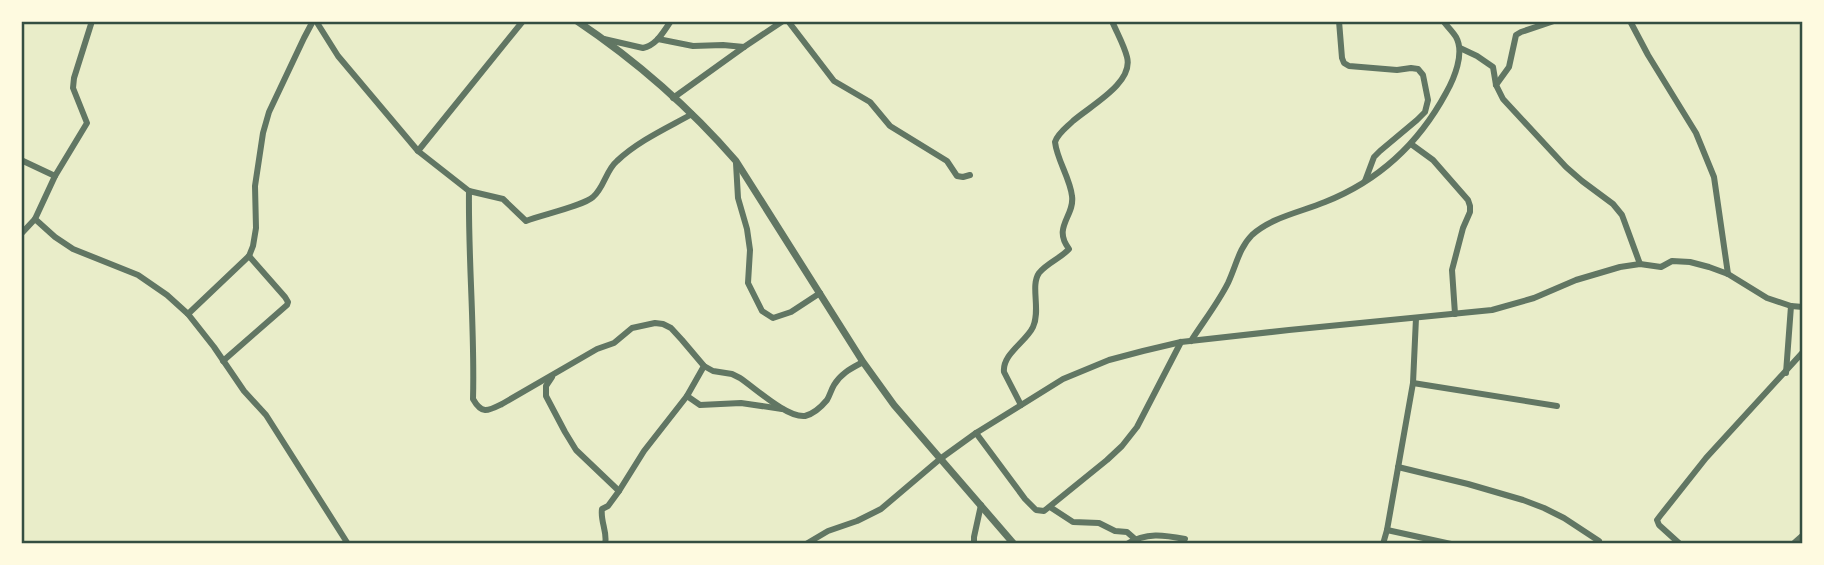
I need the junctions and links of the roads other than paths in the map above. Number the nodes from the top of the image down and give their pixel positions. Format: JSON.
{"nodes":[{"id":1,"x":92,"y":21,"type":"edge"},
{"id":2,"x":315,"y":21,"type":"edge"},
{"id":3,"x":523,"y":21,"type":"edge"},
{"id":4,"x":577,"y":21,"type":"edge"},
{"id":5,"x":671,"y":21,"type":"edge"},
{"id":6,"x":786,"y":21,"type":"edge"},
{"id":7,"x":1112,"y":21,"type":"edge"},
{"id":8,"x":1339,"y":21,"type":"edge"},
{"id":9,"x":1443,"y":21,"type":"edge"},
{"id":10,"x":1554,"y":21,"type":"edge"},
{"id":11,"x":1630,"y":21,"type":"edge"},
{"id":12,"x":604,"y":39,"type":"junction"},
{"id":13,"x":658,"y":39,"type":"junction"},
{"id":14,"x":744,"y":47,"type":"junction"},
{"id":15,"x":1460,"y":48,"type":"junction"},
{"id":16,"x":1496,"y":85,"type":"junction"},
{"id":17,"x":673,"y":97,"type":"junction"},
{"id":18,"x":692,"y":114,"type":"junction"},
{"id":19,"x":1411,"y":144,"type":"junction"},
{"id":20,"x":418,"y":151,"type":"junction"},
{"id":21,"x":21,"y":160,"type":"edge"},
{"id":22,"x":736,"y":161,"type":"junction"},
{"id":23,"x":970,"y":175,"type":"dead end"},
{"id":24,"x":55,"y":176,"type":"junction"},
{"id":25,"x":1364,"y":182,"type":"junction"},
{"id":26,"x":469,"y":191,"type":"junction"},
{"id":27,"x":35,"y":219,"type":"junction"},
{"id":28,"x":21,"y":234,"type":"edge"},
{"id":29,"x":249,"y":256,"type":"junction"},
{"id":30,"x":1640,"y":264,"type":"junction"},
{"id":31,"x":1728,"y":274,"type":"junction"},
{"id":32,"x":820,"y":293,"type":"junction"},
{"id":33,"x":1791,"y":306,"type":"junction"},
{"id":34,"x":1803,"y":307,"type":"edge"},
{"id":35,"x":188,"y":314,"type":"junction"},
{"id":36,"x":1455,"y":314,"type":"junction"},
{"id":37,"x":1416,"y":318,"type":"junction"},
{"id":38,"x":1191,"y":341,"type":"junction"},
{"id":39,"x":1181,"y":342,"type":"junction"},
{"id":40,"x":1803,"y":352,"type":"edge"},
{"id":41,"x":223,"y":361,"type":"junction"},
{"id":42,"x":863,"y":362,"type":"junction"},
{"id":43,"x":704,"y":366,"type":"junction"},
{"id":44,"x":1786,"y":373,"type":"junction"},
{"id":45,"x":554,"y":375,"type":"junction"},
{"id":46,"x":1413,"y":383,"type":"junction"},
{"id":47,"x":687,"y":396,"type":"junction"},
{"id":48,"x":1021,"y":405,"type":"junction"},
{"id":49,"x":1557,"y":406,"type":"dead end"},
{"id":50,"x":784,"y":409,"type":"junction"},
{"id":51,"x":976,"y":433,"type":"junction"},
{"id":52,"x":940,"y":459,"type":"junction"},
{"id":53,"x":1398,"y":467,"type":"junction"},
{"id":54,"x":619,"y":491,"type":"junction"},
{"id":55,"x":981,"y":505,"type":"junction"},
{"id":56,"x":1051,"y":507,"type":"junction"},
{"id":57,"x":1387,"y":530,"type":"junction"},
{"id":58,"x":1803,"y":535,"type":"edge"},
{"id":59,"x":1135,"y":539,"type":"junction"},
{"id":60,"x":1185,"y":539,"type":"dead end"},
{"id":61,"x":1599,"y":541,"type":"dead end"},
{"id":62,"x":348,"y":544,"type":"edge"},
{"id":63,"x":605,"y":544,"type":"edge"},
{"id":64,"x":806,"y":544,"type":"edge"},
{"id":65,"x":974,"y":544,"type":"edge"},
{"id":66,"x":1014,"y":544,"type":"edge"},
{"id":67,"x":1127,"y":544,"type":"edge"},
{"id":68,"x":1383,"y":544,"type":"edge"},
{"id":69,"x":1451,"y":544,"type":"edge"},
{"id":70,"x":1680,"y":544,"type":"edge"},
{"id":71,"x":1793,"y":544,"type":"edge"}],
"edges":[{"from":1,"to":24,"type":"street"},
{"from":2,"to":20,"type":"street"},
{"from":2,"to":29,"type":"street"},
{"from":3,"to":20,"type":"street"},
{"from":4,"to":12,"type":"street"},
{"from":5,"to":13,"type":"street"},
{"from":6,"to":14,"type":"street"},
{"from":6,"to":23,"type":"street"},
{"from":7,"to":48,"type":"street"},
{"from":8,"to":25,"type":"street"},
{"from":9,"to":15,"type":"street"},
{"from":10,"to":16,"type":"street"},
{"from":11,"to":31,"type":"street"},
{"from":12,"to":13,"type":"street"},
{"from":12,"to":17,"type":"street"},
{"from":13,"to":14,"type":"street"},
{"from":14,"to":17,"type":"street"},
{"from":15,"to":16,"type":"street"},
{"from":15,"to":19,"type":"street"},
{"from":16,"to":30,"type":"street"},
{"from":17,"to":18,"type":"street"},
{"from":18,"to":22,"type":"street"},
{"from":18,"to":26,"type":"street"},
{"from":19,"to":25,"type":"street"},
{"from":19,"to":36,"type":"street"},
{"from":20,"to":26,"type":"street"},
{"from":21,"to":24,"type":"street"},
{"from":22,"to":32,"type":"street"},
{"from":22,"to":32,"type":"street"},
{"from":24,"to":27,"type":"street"},
{"from":25,"to":38,"type":"street"},
{"from":26,"to":45,"type":"street"},
{"from":27,"to":28,"type":"street"},
{"from":27,"to":35,"type":"street"},
{"from":29,"to":35,"type":"street"},
{"from":29,"to":41,"type":"street"},
{"from":30,"to":31,"type":"street"},
{"from":30,"to":36,"type":"street"},
{"from":31,"to":33,"type":"street"},
{"from":32,"to":42,"type":"street"},
{"from":33,"to":34,"type":"street"},
{"from":33,"to":44,"type":"street"},
{"from":35,"to":41,"type":"street"},
{"from":36,"to":37,"type":"street"},
{"from":37,"to":38,"type":"street"},
{"from":37,"to":46,"type":"street"},
{"from":38,"to":39,"type":"street"},
{"from":39,"to":48,"type":"street"},
{"from":39,"to":56,"type":"street"},
{"from":40,"to":44,"type":"street"},
{"from":41,"to":62,"type":"street"},
{"from":42,"to":50,"type":"street"},
{"from":42,"to":52,"type":"street"},
{"from":43,"to":45,"type":"street"},
{"from":43,"to":47,"type":"street"},
{"from":43,"to":50,"type":"street"},
{"from":44,"to":70,"type":"street"},
{"from":45,"to":54,"type":"street"},
{"from":46,"to":49,"type":"street"},
{"from":46,"to":53,"type":"street"},
{"from":47,"to":50,"type":"street"},
{"from":47,"to":54,"type":"street"},
{"from":48,"to":51,"type":"street"},
{"from":51,"to":52,"type":"street"},
{"from":51,"to":56,"type":"street"},
{"from":52,"to":55,"type":"street"},
{"from":52,"to":64,"type":"street"},
{"from":53,"to":57,"type":"street"},
{"from":53,"to":61,"type":"street"},
{"from":54,"to":63,"type":"street"},
{"from":55,"to":65,"type":"street"},
{"from":55,"to":66,"type":"street"},
{"from":56,"to":59,"type":"street"},
{"from":57,"to":68,"type":"street"},
{"from":57,"to":69,"type":"street"},
{"from":58,"to":71,"type":"street"},
{"from":59,"to":60,"type":"street"},
{"from":59,"to":67,"type":"street"}]}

****************************************

◆ What the task requires:
What lines of the listing above hold "dead"? Copy all of them.

◆ Written reply:
{"id":23,"x":970,"y":175,"type":"dead end"},
{"id":49,"x":1557,"y":406,"type":"dead end"},
{"id":60,"x":1185,"y":539,"type":"dead end"},
{"id":61,"x":1599,"y":541,"type":"dead end"},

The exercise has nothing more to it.